UBS supprimera 5500 emplois dans les douze mois à venir, soit 7% de son effectif global. Sur ce nombre, 1500 postes concernent la Suisse. Telles sont les conséquences des très mauvais résultats de la banque, une des plus touchées par la crise des «subprime».

Mardi, UBS a annoncé une perte trimestrielle de 11,5 milliards de francs, légèrement inférieure à l'estimation préliminaire faite le 1er avril. Un an auparavant, elle avait dégagé un bénéfice de 3 milliards de francs.

Les analystes avaient surtout les yeux rivés sur les mouvements d'argent de la clientèle. Au total, ceux-ci se soldent par des retraits nets de 12,8 milliards de francs. La somme se décompose comme suit: la division gestion de fortune a enregistré un afflux net de 2,5 milliards de francs seulement pour la Suisse et l'international; la division «global asset management» annonce pour sa part un reflux de 16,5 milliards au niveau mondial.
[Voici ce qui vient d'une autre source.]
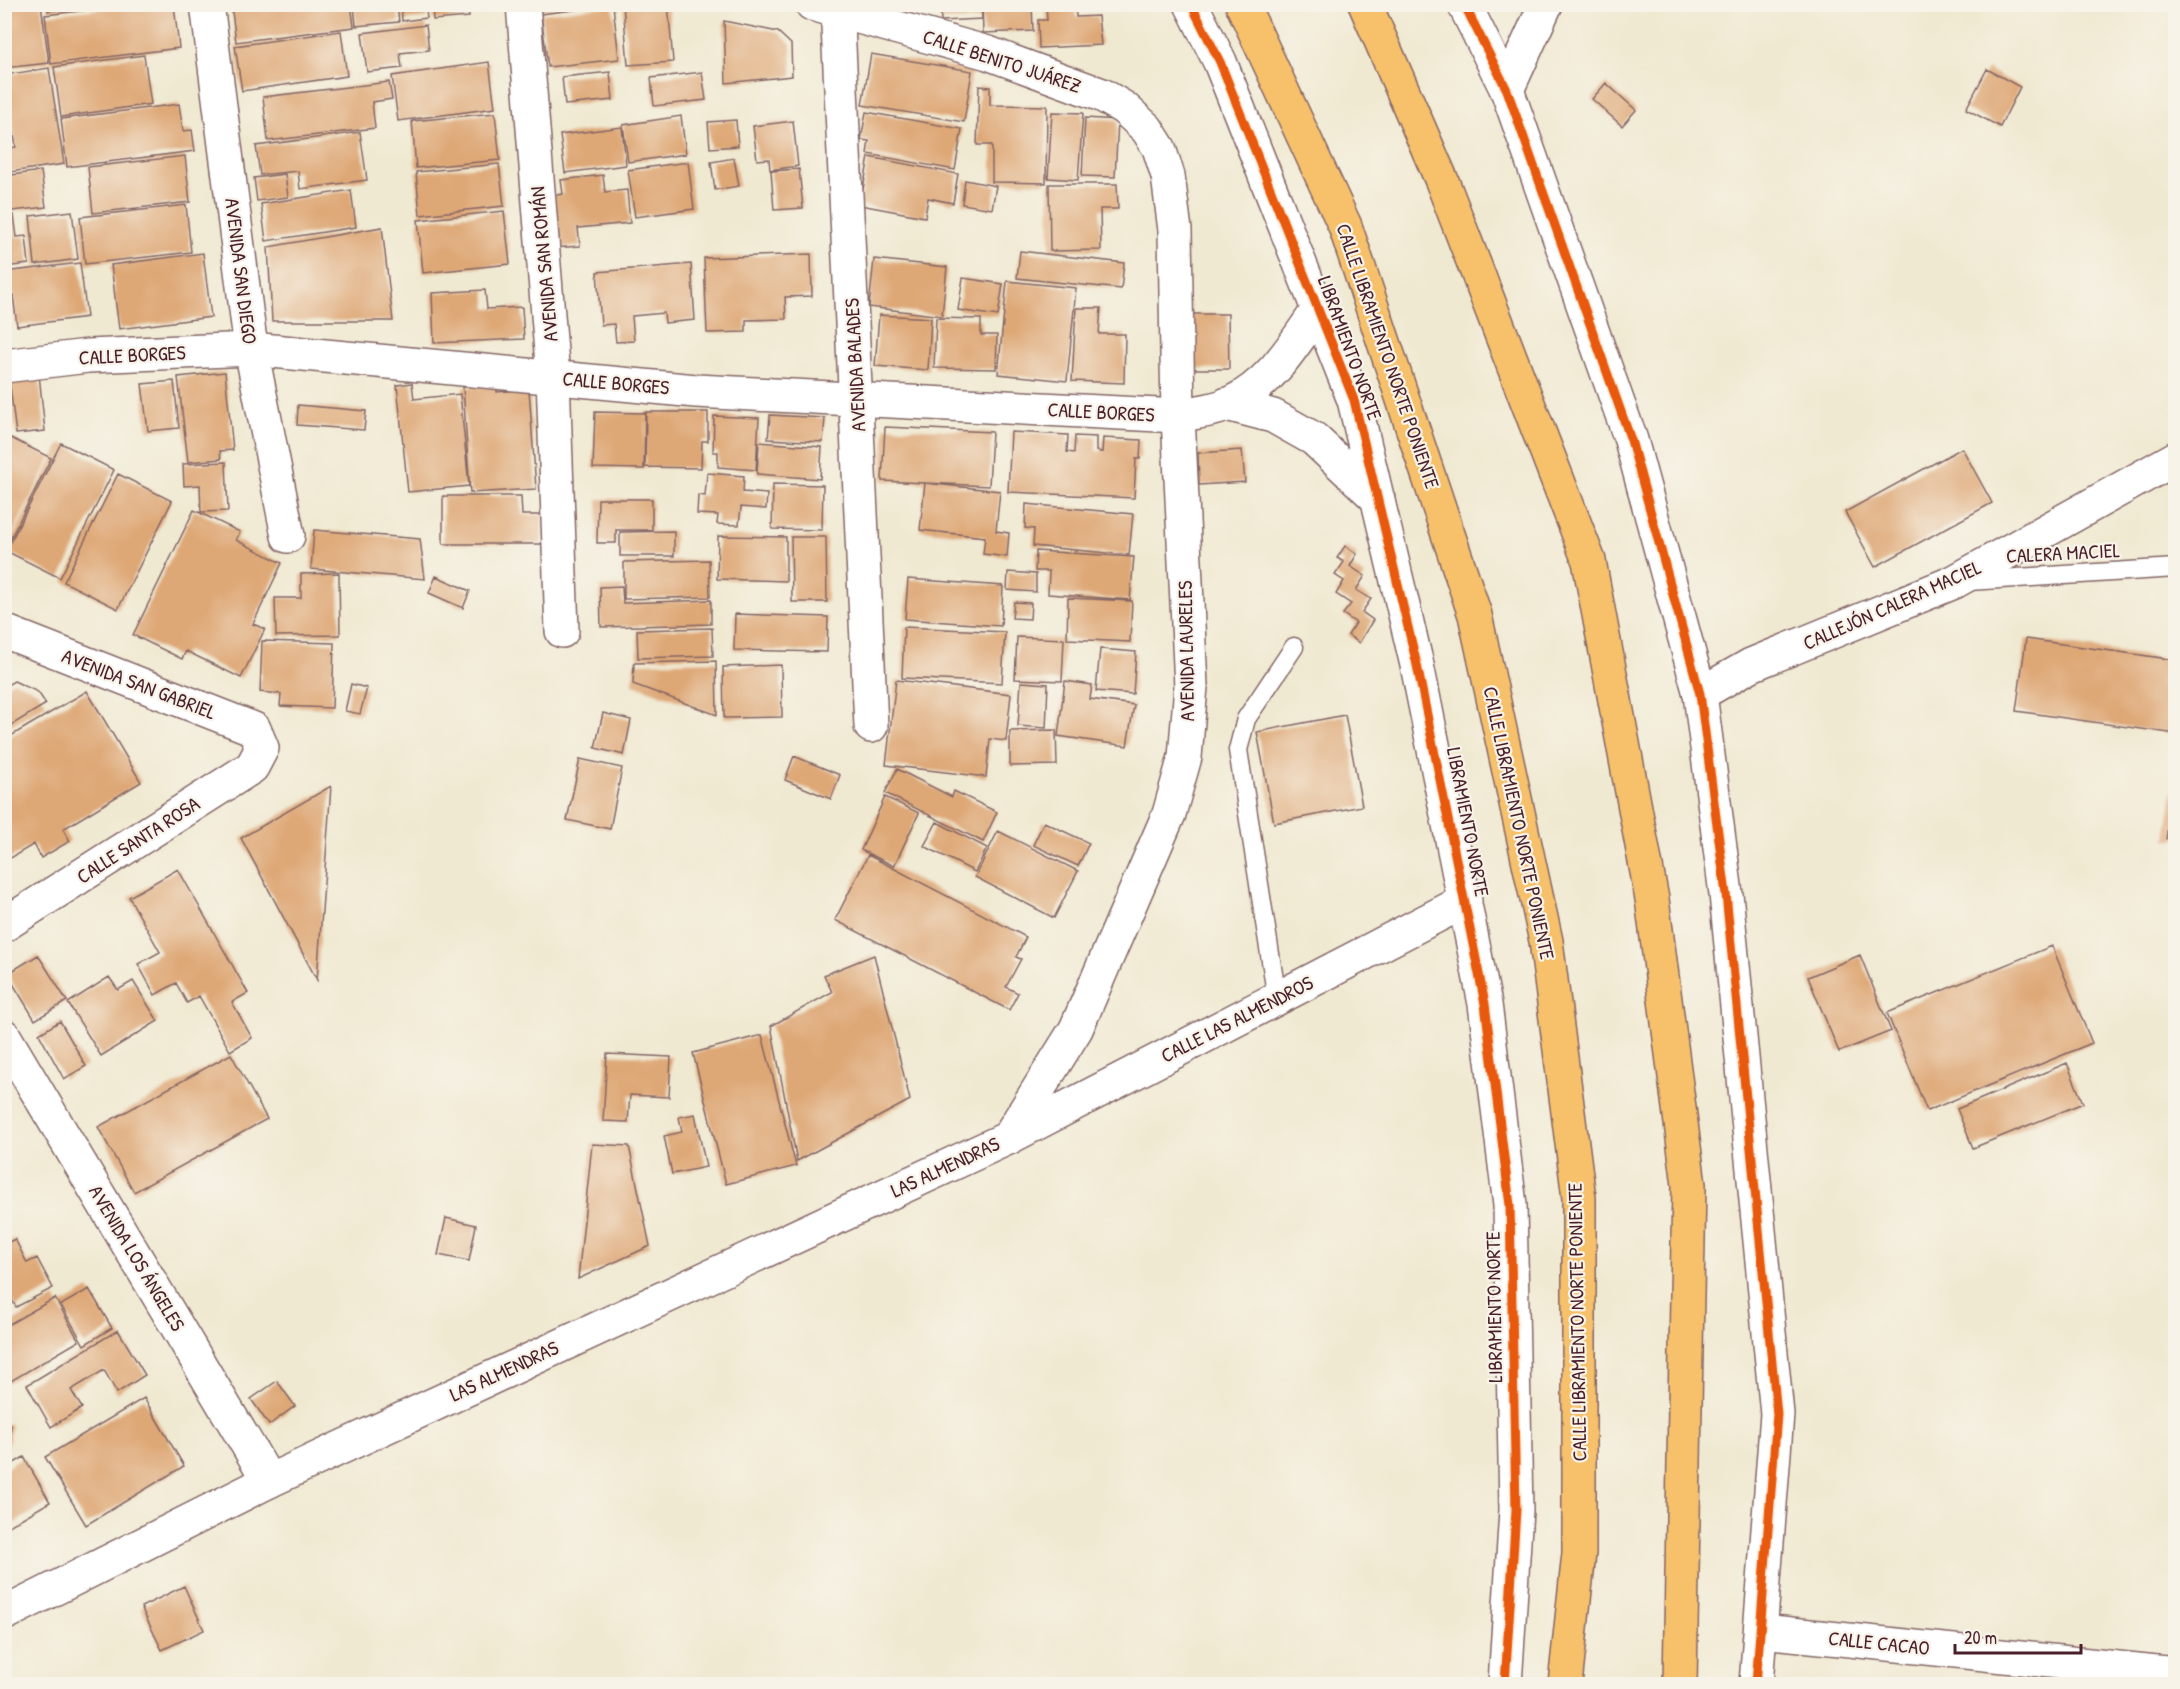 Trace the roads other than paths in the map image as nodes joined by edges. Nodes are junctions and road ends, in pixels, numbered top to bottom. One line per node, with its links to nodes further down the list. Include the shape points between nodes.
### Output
1 (207, 4): 12 (street, AVENIDA SAN DIEGO)
2 (523, 4): 14 (street, AVENIDA SAN ROMÁN)
3 (1191, 4): 11 (street, LIBRAMIENTO NORTE, via 1220,62)
4 (1242, 4): 39 (highway, CALLE LIBRAMIENTO NORTE PONIENTE, via 1345,226 1471,604 1546,941 1579,1198 1579,1553)
5 (1365, 4): 40 (highway, via 1442,181 1589,561 1652,899 1689,1185)
6 (1464, 4): 9 (street)
7 (1546, 4): 9 (street)
8 (828, 7): 10 (street, CALLE BENITO JUÁREZ, via 988,53 1102,95); 15 (street, AVENIDA BALADES)
9 (1507, 90): 26 (street, via 1631,440)
10 (1147, 129): 17 (street, AVENIDA LAURELES, via 1159,148 1168,176 1175,230)
11 (1318, 310): 16 (street, CALLE BORGES, via 1283,361 1258,386); 19 (street, LIBRAMIENTO NORTE, via 1354,400)
12 (250, 349): 13 (street, CALLE BORGES, via 88,356); 14 (street, CALLE BORGES); 20 (street, AVENIDA SAN DIEGO)
13 (4, 366)
14 (553, 377): 15 (street, CALLE BORGES, via 696,391); 24 (street, AVENIDA SAN ROMÁN)
15 (857, 400): 17 (street, CALLE BORGES); 27 (street, AVENIDA BALADES)
16 (1227, 404): 17 (street, CALLE BORGES); 19 (street, CALLE BORGES, via 1273,416 1314,439)
17 (1178, 416): 33 (street, AVENIDA LAURELES, via 1191,686 1185,756 1169,814 1076,1029)
18 (2175, 458): 22 (street, CALLEJÓN CALERA MACIEL)
19 (1378, 499): 29 (street, LIBRAMIENTO NORTE, via 1417,665)
20 (288, 536)
21 (2175, 568): 22 (lane, CALERA MACIEL)
22 (1954, 582): 26 (street, CALLEJÓN CALERA MACIEL, via 1751,665)
23 (4, 631): 28 (street, AVENIDA SAN GABRIEL, via 254,729)
24 (562, 631)
25 (1294, 646): 31 (lane, via 1246,719 1238,750)
26 (1700, 694): 36 (street, via 1726,894 1777,1414)
27 (871, 726)
28 (262, 748): 30 (street, CALLE SANTA ROSA, via 252,767)
29 (1465, 901): 31 (street, CALLE LAS ALMENDROS); 38 (street, LIBRAMIENTO NORTE, via 1485,1004 1510,1205 1516,1510)
30 (4, 925)
31 (1277, 999): 33 (street, CALLE LAS ALMENDROS)
32 (4, 1036): 34 (street, AVENIDA LOS ÁNGELES)
33 (1008, 1138): 34 (street, LAS ALMENDRAS)
34 (269, 1480): 35 (street, LAS ALMENDRAS)
35 (4, 1614)
36 (1762, 1631): 37 (street, CALLE CACAO); 41 (street)
37 (2175, 1674)
38 (1505, 1684)
39 (1565, 1684)
40 (1680, 1684)
41 (1756, 1684)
La banque est «parvenue à réduire les coûts gérables», précise-t-elle dans un communiqué. Les perspectives pour l'année en cours restent mitigées.

La bonne nouvelle de la journée concernant UBS est qu'elle est parvenue à vendre à la société de gestion américaine BlackRock un portefeuille de titres de dette structurée pour un montant de 15 milliards de dollars, réduisant ainsi fortement son exposition au risque.